Varnish la Piscine – METRONOME POLE DANCE TWIST AMAZONE

Critique

Un an après Le Regard qui tue…, Varnish la Piscine s’impose à nouveau comme l’artiste le plus dingue et original du Rap francophone.

Ce nouvel album du producteur-compositeur suisse est pour le moins déroutant. A l’évocation du titre, on ne sait pas vraiment vers quoi on va être dirigé (et de toute façon, on ne le saura jamais). En artiste libre, Varnish la Piscine nous embarque dans un univers dont lui-seul détient les clés, et qui se révèle sans cesse malléable ; comme s’il s’était débarrassé des contraintes du monde extérieur et n’obéissait plus qu’à ses propres règles. Accompagné d’un moyen-métrage dont il est la bande originale (Les Contes du Cockatoo, d’ores et déjà disponible sur YouTube), ce nouvel opus voit donc le producteur de la SuperWak Clique pousser toujours plus loin les limites de son imaginaire.

La folie créatrice est contagieuse, et dans l’univers qu’il nous propose, Varnish se montre constamment généreux. Il est bien question d’une folie douce ici, et d’un imaginaire qui vient repousser une à une les barrières du réel. Dans le film les Contes du Cockatoo (qui est sorti sur YouTube une semaine avant l’album), on assiste à 4 histoires toutes plus déjantées les unes que les autres, sans autre finalité que de nous plonger dans un monde alternatif où tout redevient visible, possible et imaginable. Entre situations burlesques, humour absurde rappelant les films de Quentin Dupieux et mise en scène créative à la Wes Anderson, Varnish s’amuse et peaufine encore davantage son style.

« C’est vrai, qu’j’pourrais faire un effort, toujours à l’Ouest
Mais j’me sens mieux quand j’ai pas b’soin d’trop t’expliquer
C’est vrai, j’pourrais faire un effort, ouh yeah
Mais je suis mon satellite téléguidé et je m’en irai »

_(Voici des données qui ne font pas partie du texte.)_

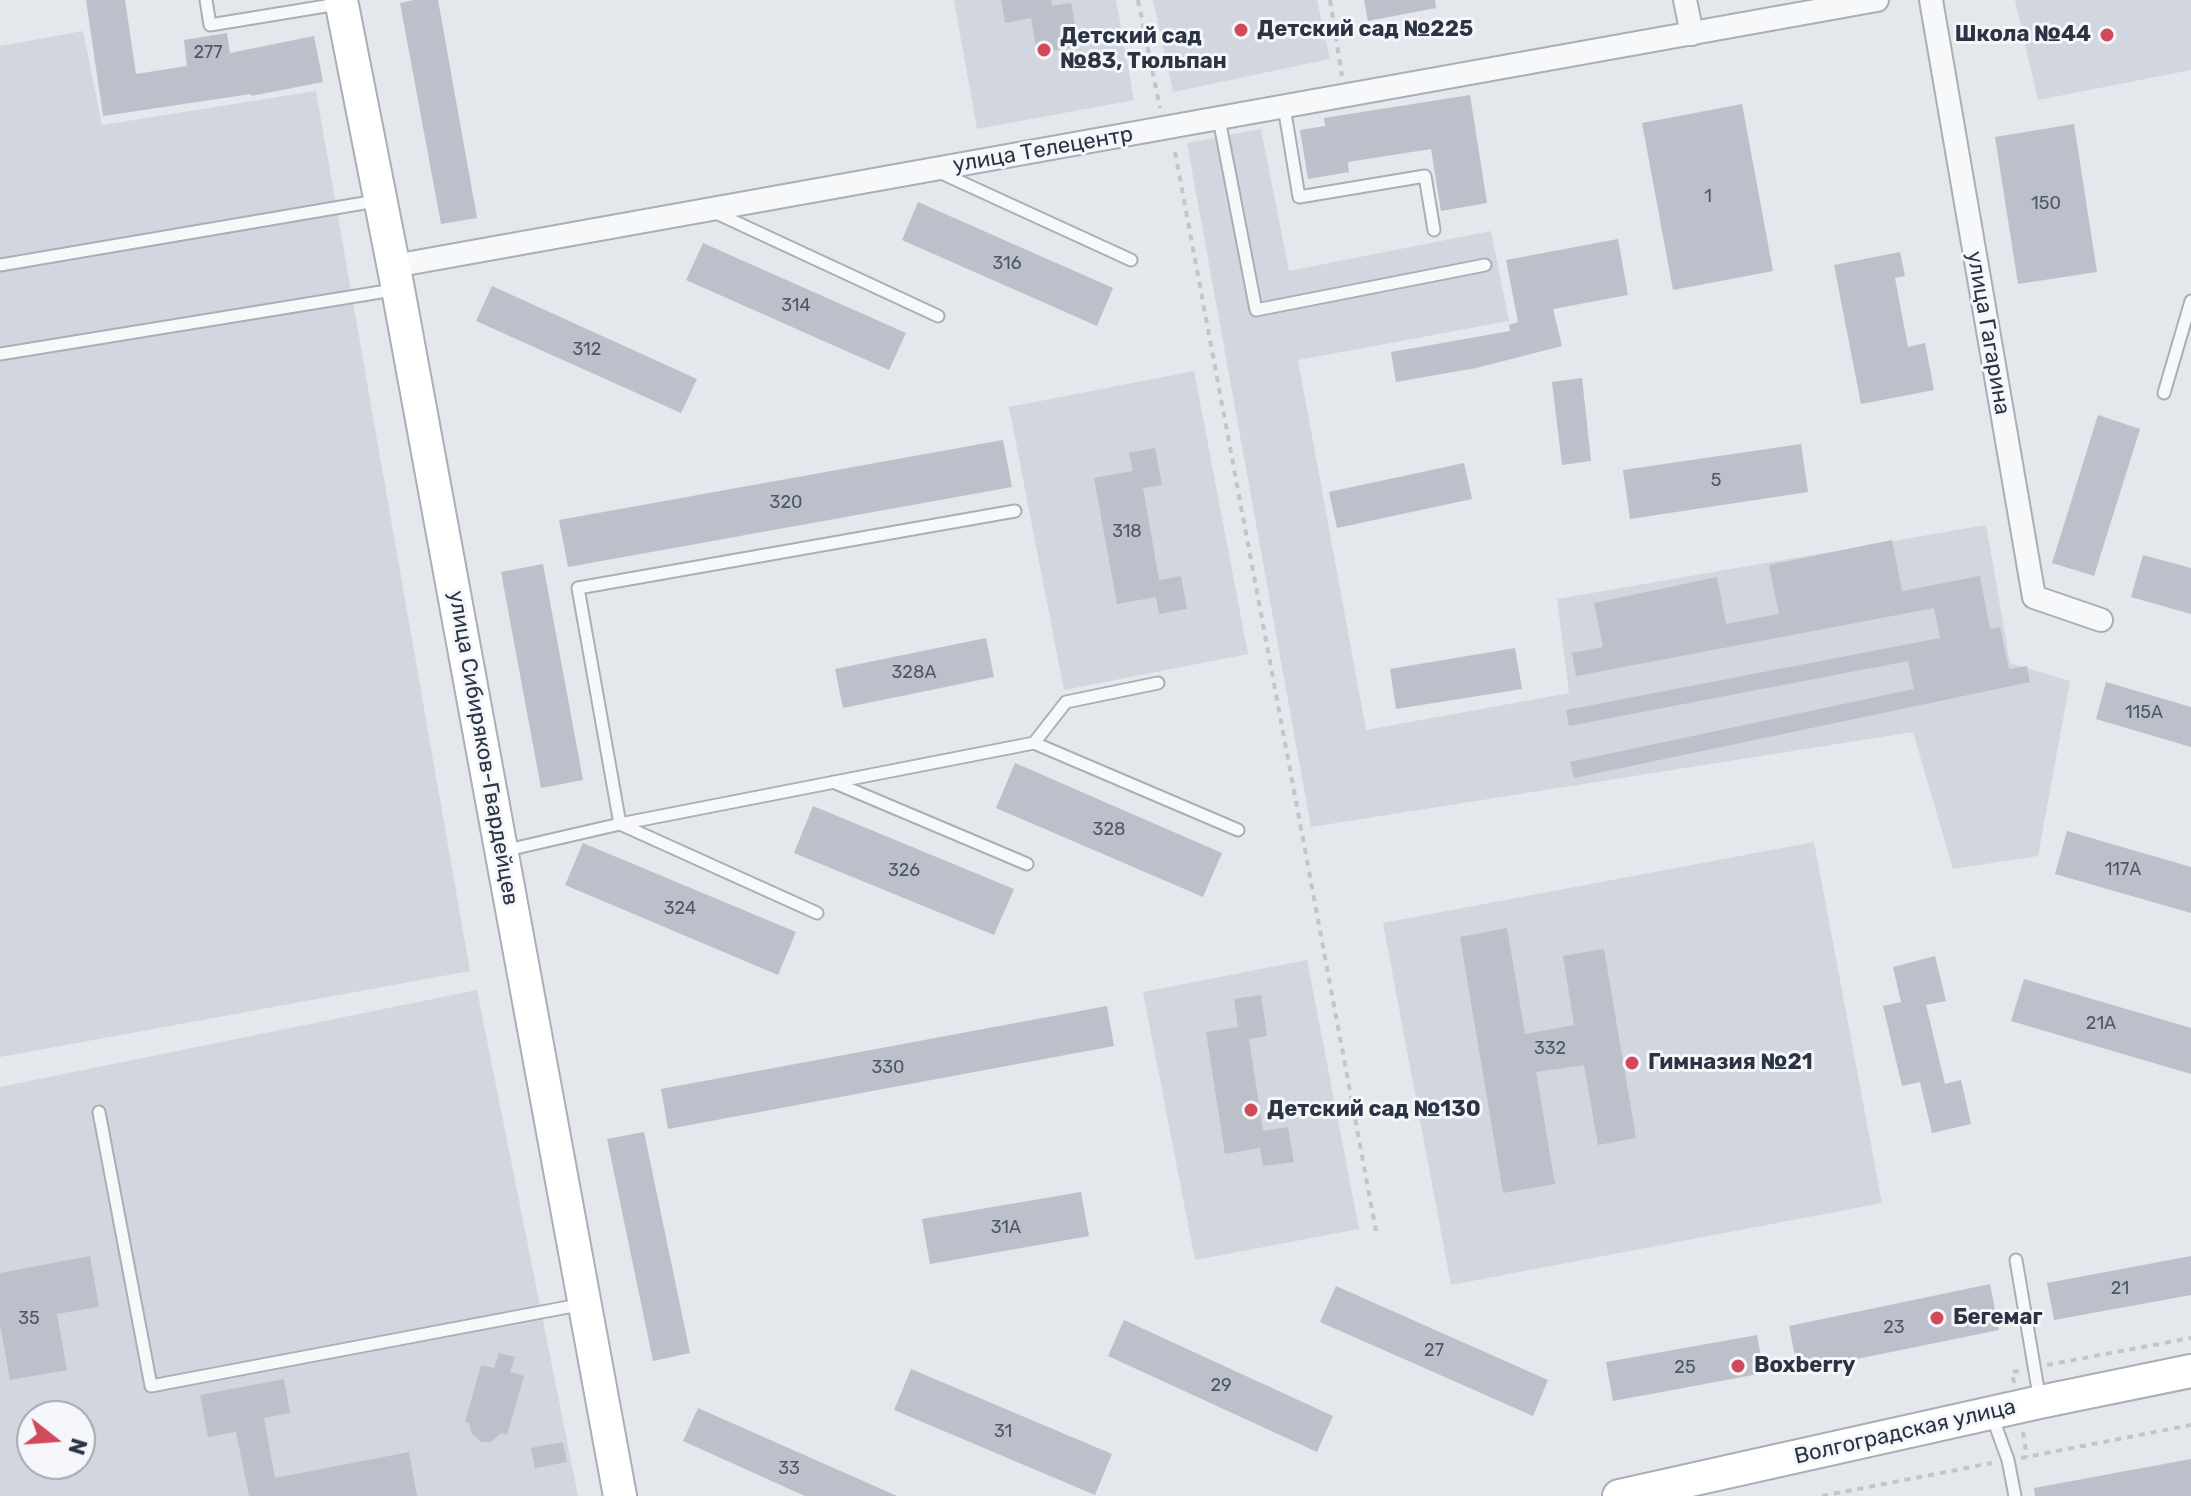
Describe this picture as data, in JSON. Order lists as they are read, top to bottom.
{
  "streets": {
    "street": [
      "улица Телецентр",
      "улица Гагарина",
      "улица Сибиряков-Гвардейцев",
      "Волгоградская улица"
    ]
  },
  "crossings": [
    ["улица Телецентр", "улица Сибиряков-Гвардейцев"]
  ],
  "places": [
    "Детский сад №225",
    "Школа №44",
    "Детский сад №83, Тюльпан",
    "Гимназия №21",
    "Детский сад №130",
    "Бегемаг",
    "Boxberry"
  ],
  "house_numbers": [
    "277",
    "1",
    "150",
    "316",
    "314",
    "312",
    "5",
    "320",
    "318",
    "328А",
    "115А",
    "328",
    "117А",
    "326",
    "324",
    "21А",
    "332",
    "330",
    "31А",
    "21",
    "35",
    "23",
    "27",
    "25",
    "29",
    "31",
    "33"
  ],
  "north": "right"
}
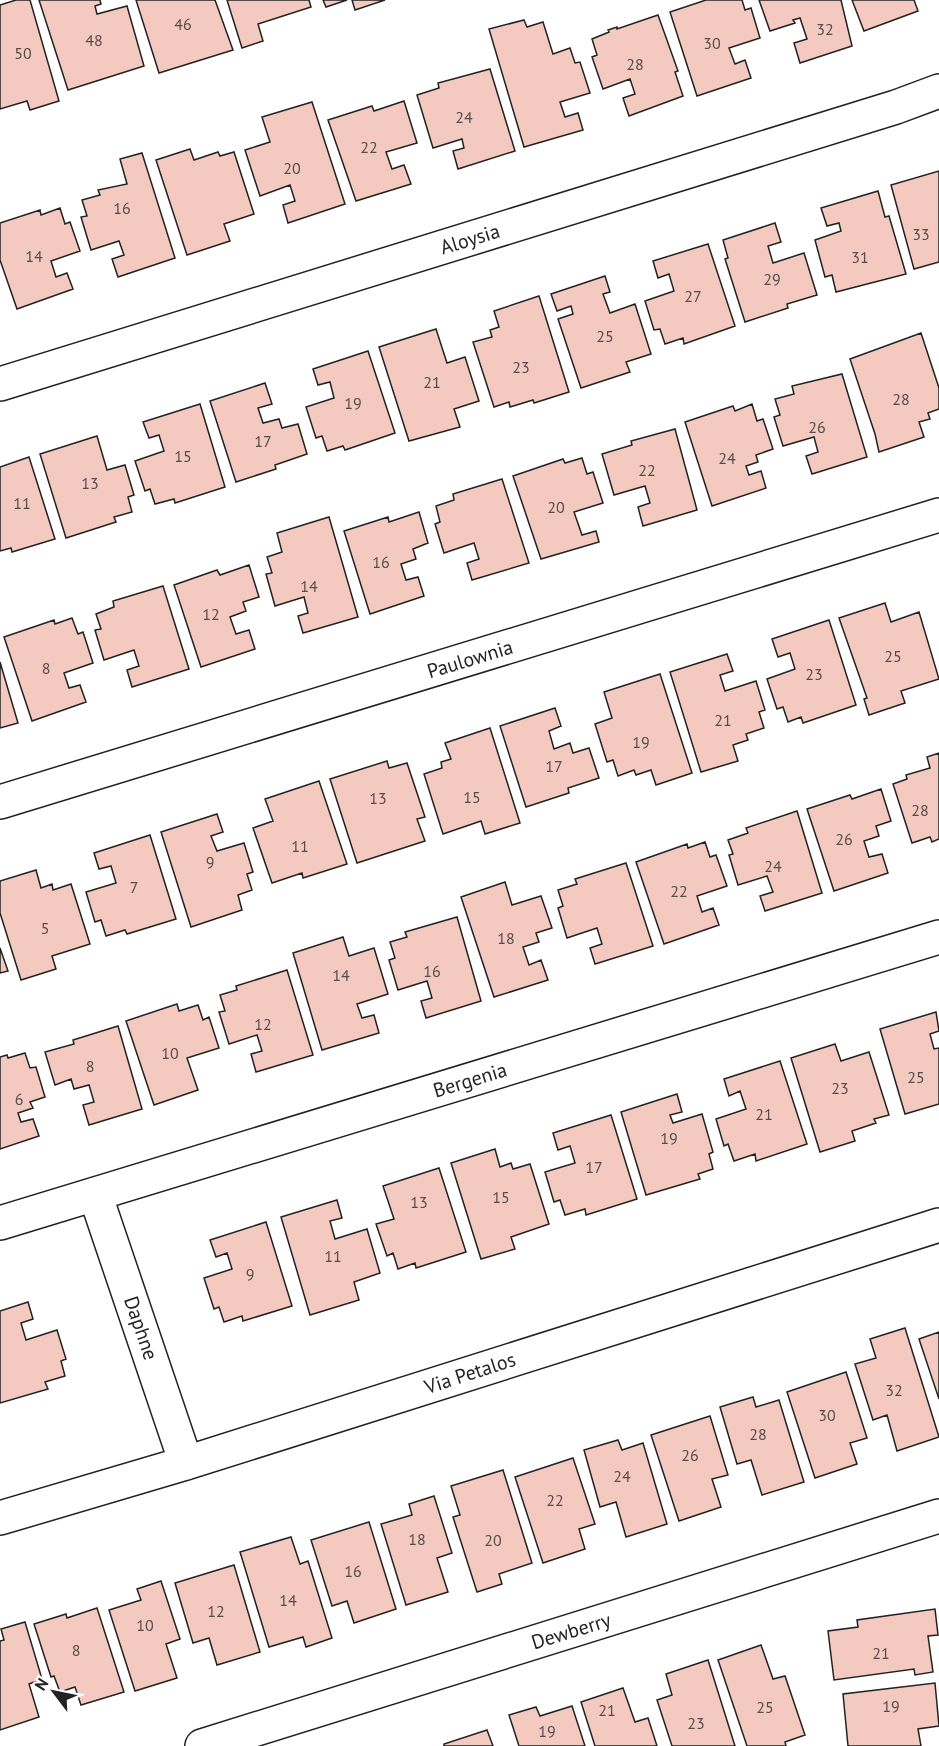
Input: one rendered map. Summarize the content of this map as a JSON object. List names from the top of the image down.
{
  "streets": {
    "street": [
      "Aloysia",
      "Paulownia",
      "Bergenia",
      "Daphne",
      "Via Petalos",
      "Dewberry"
    ]
  },
  "crossings": [
    ["Bergenia", "Daphne"],
    ["Daphne", "Via Petalos"]
  ],
  "house_numbers": [
    "46",
    "32",
    "48",
    "30",
    "50",
    "28",
    "24",
    "22",
    "20",
    "16",
    "33",
    "14",
    "31",
    "29",
    "27",
    "25",
    "23",
    "21",
    "28",
    "19",
    "26",
    "17",
    "15",
    "24",
    "22",
    "13",
    "11",
    "20",
    "16",
    "14",
    "12",
    "25",
    "8",
    "23",
    "21",
    "19",
    "17",
    "15",
    "13",
    "28",
    "26",
    "11",
    "9",
    "24",
    "7",
    "22",
    "5",
    "18",
    "16",
    "14",
    "12",
    "10",
    "8",
    "25",
    "23",
    "6",
    "21",
    "19",
    "17",
    "15",
    "13",
    "11",
    "9",
    "32",
    "30",
    "28",
    "26",
    "24",
    "22",
    "18",
    "20",
    "16",
    "14",
    "12",
    "10",
    "8",
    "21",
    "19",
    "25",
    "21",
    "23",
    "19"
  ],
  "north": "top left"
}
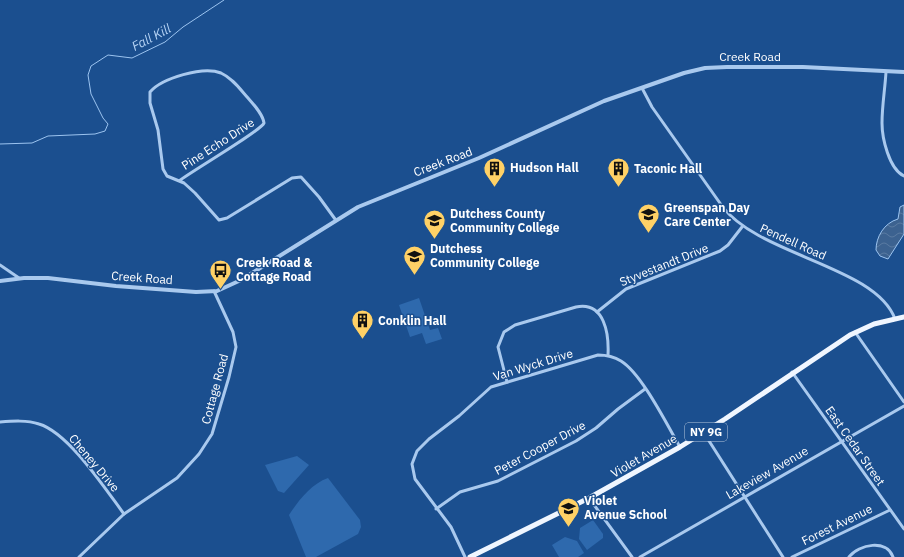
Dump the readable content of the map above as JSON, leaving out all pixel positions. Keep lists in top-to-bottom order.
{
  "streets": {
    "main road": ["NY 9G", "Violet Avenue"],
    "street": [
      "Creek Road",
      "Pine Echo Drive",
      "Pendell Road",
      "Styvestandt Drive",
      "Van Wyck Drive",
      "Cottage Road",
      "East Cedar Street",
      "Peter Cooper Drive",
      "Cheney Drive",
      "Lakeview Avenue",
      "Forest Avenue"
    ]
  },
  "crossings": [
    ["Creek Road", "Pine Echo Drive"],
    ["Creek Road", "Pendell Road"],
    ["Creek Road", "Cottage Road"],
    ["Pendell Road", "Styvestandt Drive"],
    ["Pendell Road", "Violet Avenue"],
    ["Van Wyck Drive", "Peter Cooper Drive"],
    ["Cottage Road", "Cheney Drive"],
    ["East Cedar Street", "Violet Avenue"],
    ["East Cedar Street", "Lakeview Avenue"],
    ["East Cedar Street", "Forest Avenue"]
  ],
  "water": ["Fall Kill"],
  "places": {
    "building": ["Hudson Hall", "Taconic Hall", "Conklin Hall"],
    "school or university": [
      "Greenspan Day Care Center",
      "Dutchess County Community College",
      "Dutchess Community College",
      "Violet Avenue School"
    ],
    "bus stop": ["Creek Road & Cottage Road"]
  }
}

Dans cette citation lunaire extraite du morceau ILLUSION SUR MAUNA LOA, Varnish réaffirme son besoin de rêve et d’évasion (« I don’t wanna wake up »). De fait, l’ensemble de ses compositions surfent sur une teinte onirique, presque bizarroïde. Une fois de plus, le genevois n’a pas peur d’imposer sa propre logique et nous entraîne jusqu’au cœur de sa diégèse ; celle-ci étant baladée entre les Neptunes, Tyler the Creator et des effets sonores dignes d’un film de science-fiction des années 50. En fin de compte, le projet est dans la droite lignée de son prédécesseur Le Regard qui Tue, qui ajoutait déjà une forte dimension cinématographique à la musique de Varnish.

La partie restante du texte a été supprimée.